Source data below:
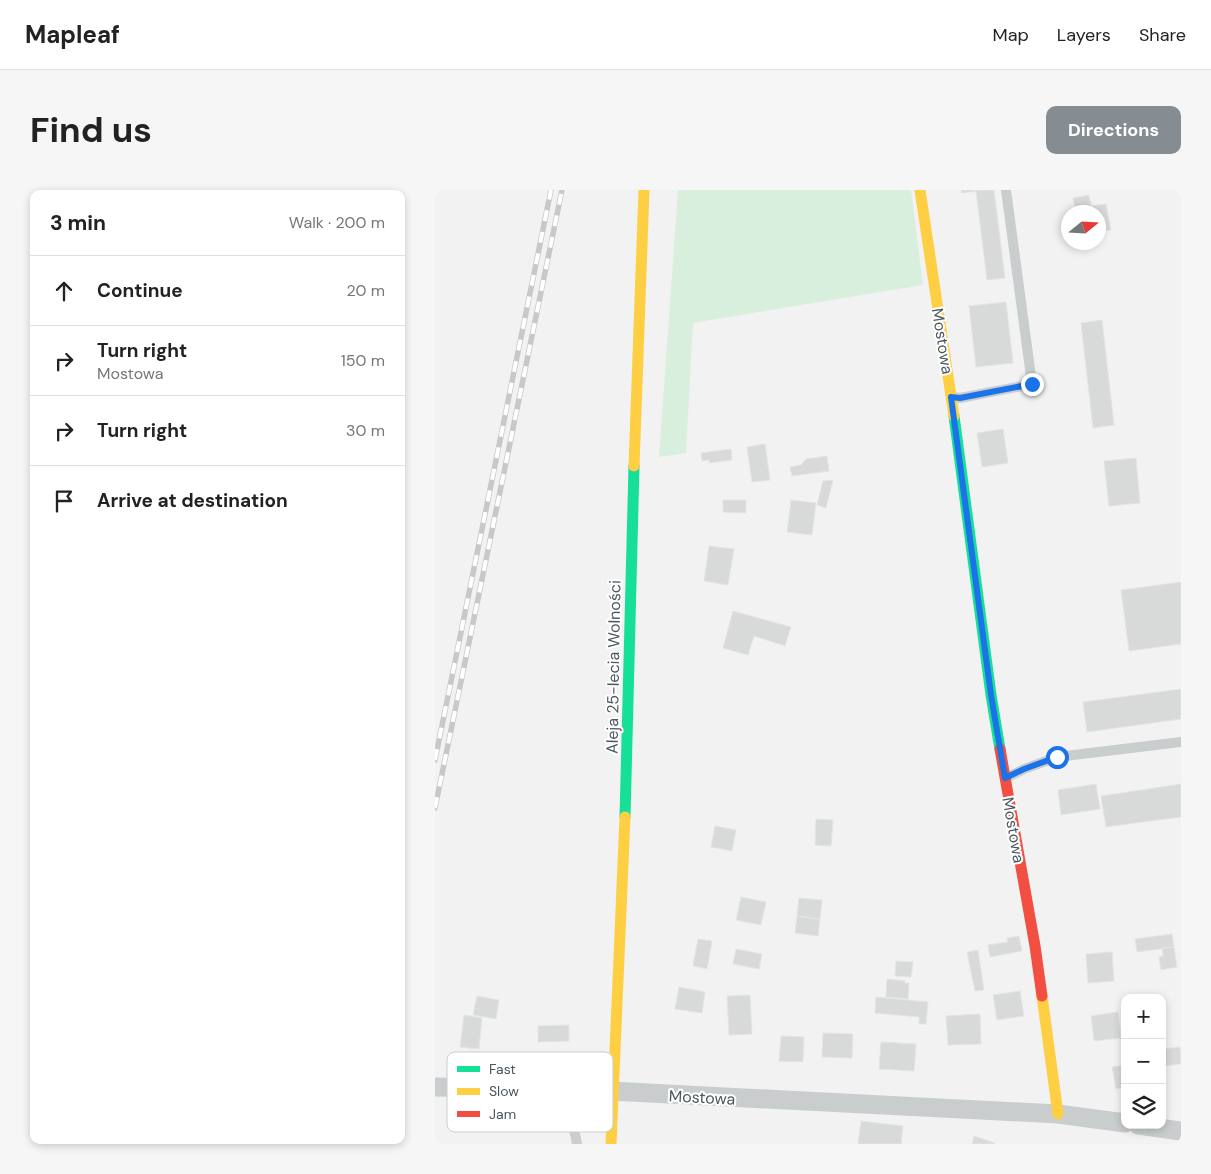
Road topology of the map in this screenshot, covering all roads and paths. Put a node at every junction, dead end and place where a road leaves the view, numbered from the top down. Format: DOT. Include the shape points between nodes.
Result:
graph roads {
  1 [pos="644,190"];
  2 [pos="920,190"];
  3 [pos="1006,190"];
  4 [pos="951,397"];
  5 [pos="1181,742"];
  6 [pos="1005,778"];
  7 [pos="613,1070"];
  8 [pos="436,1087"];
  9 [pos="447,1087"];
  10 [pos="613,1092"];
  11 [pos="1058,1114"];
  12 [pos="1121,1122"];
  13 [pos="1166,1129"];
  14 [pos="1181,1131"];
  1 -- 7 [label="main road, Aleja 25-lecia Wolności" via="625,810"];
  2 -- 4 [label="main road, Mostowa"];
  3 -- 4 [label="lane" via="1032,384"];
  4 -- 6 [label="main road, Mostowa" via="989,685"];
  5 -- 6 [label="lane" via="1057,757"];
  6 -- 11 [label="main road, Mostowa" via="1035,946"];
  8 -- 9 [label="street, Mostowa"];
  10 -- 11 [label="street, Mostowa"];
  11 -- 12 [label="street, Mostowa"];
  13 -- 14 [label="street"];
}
End of Source data.
Source data below:
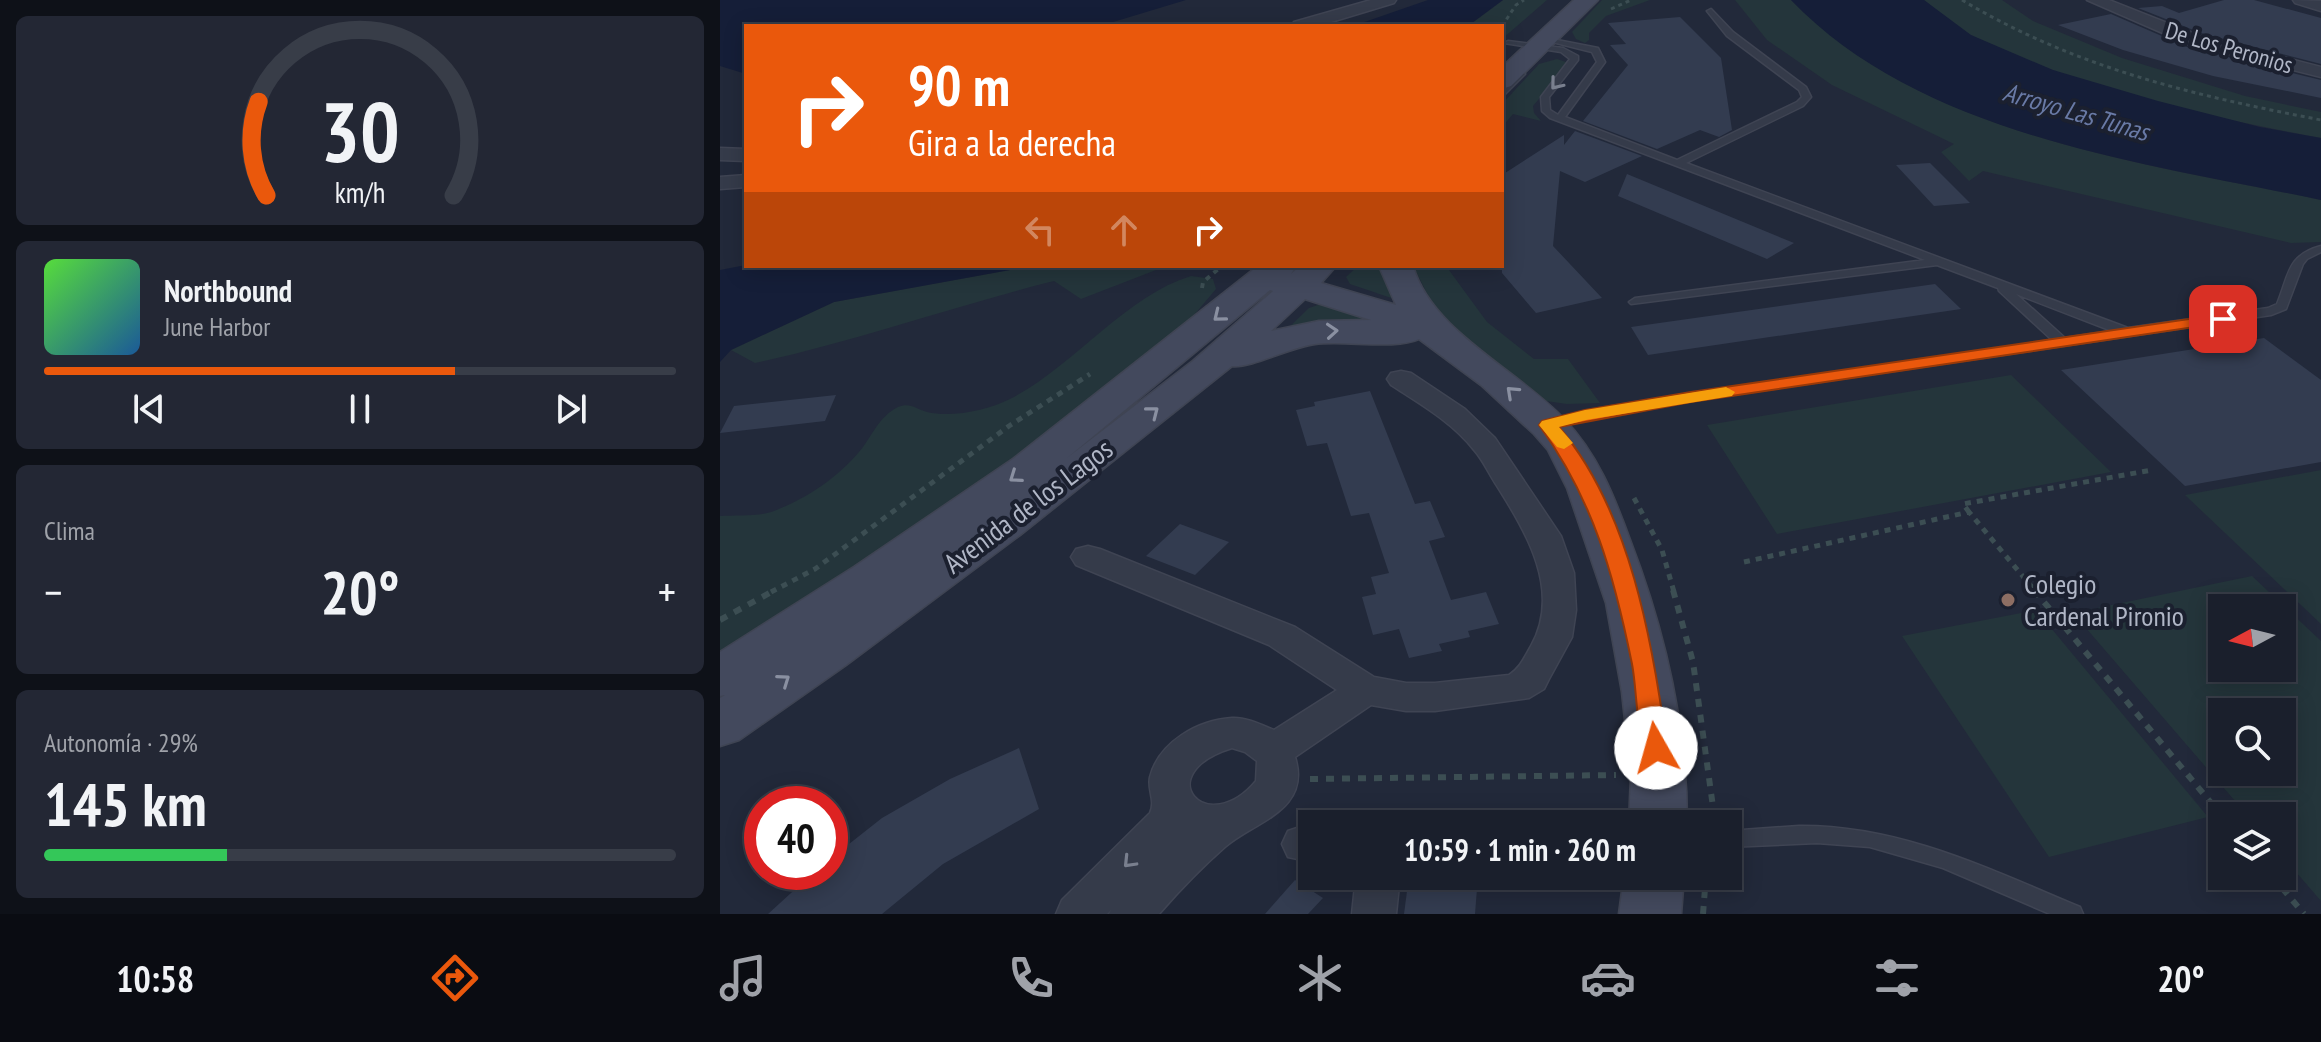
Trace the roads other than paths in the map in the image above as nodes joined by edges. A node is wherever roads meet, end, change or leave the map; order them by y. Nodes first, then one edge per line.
End of Source data.
* **Your assignment**
For the word "node", show every line of the entries that holds it.

* **Problem solution**
Road topology of the map in this screenshot, covering all roads and paths. Put a node at every junction, dead end and place where a road leaves the view, numbered from the top down. Format: DOT. Include the shape points between nodes.
Trace the roads other than paths in the map in the image above as nodes joined by edges. A node is wherever roads meet, end, change or leave the map; order them by y. Nodes first, then one edge per line.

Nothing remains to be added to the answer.